A Reader’s Tears – A. Bogel

Sometimes a great book makes us feel the loss of what could have been – a dream, a baby, a future. Several years ago I read Doris Kearns Goodwin’s excellent Abraham Lincoln biography Team of Rivals. I knew the basic outline of his life from history class; American students know that story’s sad ending. But Goodwin’s version astonished me, making me feel, for the first time, an overwhelming sense of how much was lost that night at Ford’s Theatre – by his family, yes, but also by the nation and the world. [I had a similar experience last year while reading Bill O’Reilly’s Killing Lincoln.]

Goodwin demonstrates how important Lincoln was to the cause of what was right, painting a vivid picture of what he accomplished in office, of what he was carefully working toward after the Civil War, and of why the man himself was desperately needed. And then they killed him. When she described what happened that awful night in Ford’s Theatre and across the city, I felt like I was there, and for the first time I understood the scope of the disaster and how it affects me even now. I didn’t expect her history to make me weep, but it did – because Goodwin made me feel its weight.

Sometimes a book prods you to grieve with its characters. You’re immersed in the story, so much so that you feel what they’re feeling. When a beloved character experiences loss – of someone they love, of a friendship, of their innocence – you feel their pain. When he grieves, you grieve with him. Sometimes you grieve the characters themselves; they die, you feel like you’ve lost a friend, and you weep.

…I don’t relish crying over a book, but I’ll say this; it’s not easy to earn a reader’s tears – and if an author writes well enough to earn mine, I’m in.

Pass the tissues. It’s time to read.

rather-be-reading-bogel-2018Taken from a new summer read I recently bought at Baker Book House. In I’d Rather Be Reading: The Delights and Dilemmas of the Reading Life, lifetime reader Anne Bogel reflects on the paradoxes of readers and bibliophiles like herself. The chapters are short and packed with great insights and encouragements about the literary life – the highs and lows, the tears and triumphs of reading.

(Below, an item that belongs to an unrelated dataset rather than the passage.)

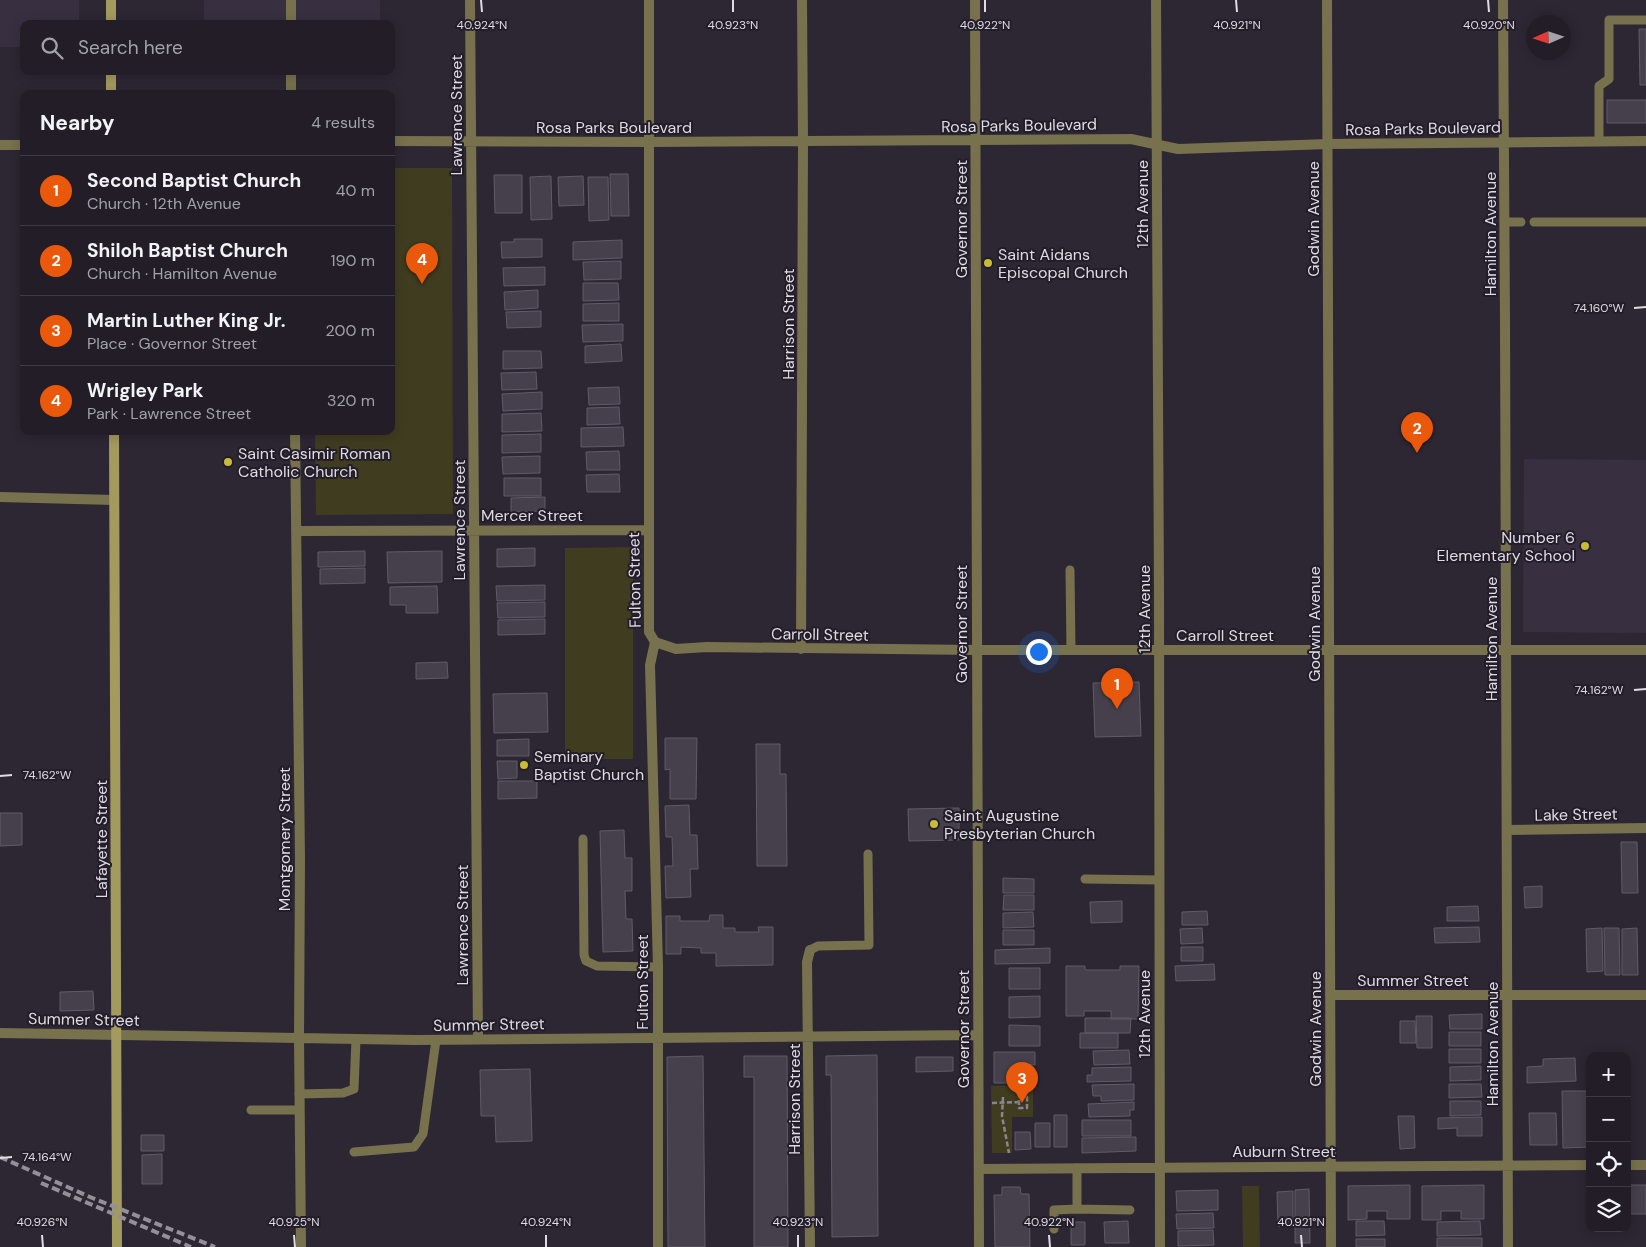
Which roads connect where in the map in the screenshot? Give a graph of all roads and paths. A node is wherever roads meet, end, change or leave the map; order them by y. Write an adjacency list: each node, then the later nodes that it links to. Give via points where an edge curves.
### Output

The above quotation is taken from her third chapter, “I’m Begging You to Break My Heart” (pp.32-36).

If you think this is only a woman’s reaction, think again. Men can and do experience such emotions through reading too, even if we don’t want to admit it. Just this weekend I was brought to tears through reading a section of Hillbilly Elegy by J. D. Vance (a powerful section where he treats the death of his “Mamaw” [grandma] who had had such a profound influence on him.) Ah, yes, the power of words and stories are great, and it is part of the experience of reading to be taken in by them.